* **Your assignment**
In the entries below, find each line with the word "Stolper" and pull it out.

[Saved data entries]
+ + + + +

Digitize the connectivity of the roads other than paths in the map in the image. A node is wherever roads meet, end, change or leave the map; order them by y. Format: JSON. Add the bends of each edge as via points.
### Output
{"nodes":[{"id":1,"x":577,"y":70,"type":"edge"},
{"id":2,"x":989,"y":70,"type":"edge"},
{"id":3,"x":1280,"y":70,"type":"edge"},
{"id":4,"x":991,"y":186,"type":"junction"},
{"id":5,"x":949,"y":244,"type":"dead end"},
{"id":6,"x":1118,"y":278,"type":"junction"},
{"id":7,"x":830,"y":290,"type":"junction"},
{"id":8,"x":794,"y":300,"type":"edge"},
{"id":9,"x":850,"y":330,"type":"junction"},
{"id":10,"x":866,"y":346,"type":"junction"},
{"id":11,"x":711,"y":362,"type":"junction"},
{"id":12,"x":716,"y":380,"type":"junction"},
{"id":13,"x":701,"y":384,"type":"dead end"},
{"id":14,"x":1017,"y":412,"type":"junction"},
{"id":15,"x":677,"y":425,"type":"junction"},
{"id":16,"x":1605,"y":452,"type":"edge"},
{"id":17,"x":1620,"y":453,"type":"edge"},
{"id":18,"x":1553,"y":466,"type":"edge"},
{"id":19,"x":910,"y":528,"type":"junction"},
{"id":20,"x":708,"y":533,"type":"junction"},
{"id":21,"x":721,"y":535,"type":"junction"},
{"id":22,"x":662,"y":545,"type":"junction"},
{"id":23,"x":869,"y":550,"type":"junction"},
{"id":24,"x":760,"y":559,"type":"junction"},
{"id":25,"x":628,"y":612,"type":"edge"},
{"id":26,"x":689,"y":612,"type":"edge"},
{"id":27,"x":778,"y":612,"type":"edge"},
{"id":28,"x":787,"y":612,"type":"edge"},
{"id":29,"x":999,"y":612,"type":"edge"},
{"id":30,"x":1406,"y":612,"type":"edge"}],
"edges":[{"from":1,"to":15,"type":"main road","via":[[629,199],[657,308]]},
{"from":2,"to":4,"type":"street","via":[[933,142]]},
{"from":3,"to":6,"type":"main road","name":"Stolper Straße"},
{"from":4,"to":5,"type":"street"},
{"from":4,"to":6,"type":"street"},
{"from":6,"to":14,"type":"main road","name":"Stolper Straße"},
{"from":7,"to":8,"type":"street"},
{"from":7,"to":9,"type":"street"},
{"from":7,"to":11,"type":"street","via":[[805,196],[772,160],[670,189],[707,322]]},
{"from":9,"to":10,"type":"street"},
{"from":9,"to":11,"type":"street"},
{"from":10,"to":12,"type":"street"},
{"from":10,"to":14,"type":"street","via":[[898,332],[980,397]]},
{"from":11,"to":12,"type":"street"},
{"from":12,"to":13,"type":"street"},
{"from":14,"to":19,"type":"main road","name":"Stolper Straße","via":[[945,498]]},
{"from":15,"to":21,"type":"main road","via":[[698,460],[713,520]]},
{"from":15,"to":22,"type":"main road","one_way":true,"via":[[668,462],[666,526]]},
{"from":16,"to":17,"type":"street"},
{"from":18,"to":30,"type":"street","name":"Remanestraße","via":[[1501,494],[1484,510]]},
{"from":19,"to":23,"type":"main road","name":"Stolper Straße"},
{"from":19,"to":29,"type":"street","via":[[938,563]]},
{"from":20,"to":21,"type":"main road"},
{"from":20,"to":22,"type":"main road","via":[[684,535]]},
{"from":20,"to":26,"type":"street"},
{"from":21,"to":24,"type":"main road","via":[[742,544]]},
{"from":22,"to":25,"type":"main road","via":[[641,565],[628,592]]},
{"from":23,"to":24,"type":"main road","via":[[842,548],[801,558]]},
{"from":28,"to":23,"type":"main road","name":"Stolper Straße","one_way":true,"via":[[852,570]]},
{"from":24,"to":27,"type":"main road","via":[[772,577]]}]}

+ + + + +

* **Finished exercise**
{"from":3,"to":6,"type":"main road","name":"Stolper Straße"},
{"from":6,"to":14,"type":"main road","name":"Stolper Straße"},
{"from":14,"to":19,"type":"main road","name":"Stolper Straße","via":[[945,498]]},
{"from":19,"to":23,"type":"main road","name":"Stolper Straße"},
{"from":28,"to":23,"type":"main road","name":"Stolper Straße","one_way":true,"via":[[852,570]]},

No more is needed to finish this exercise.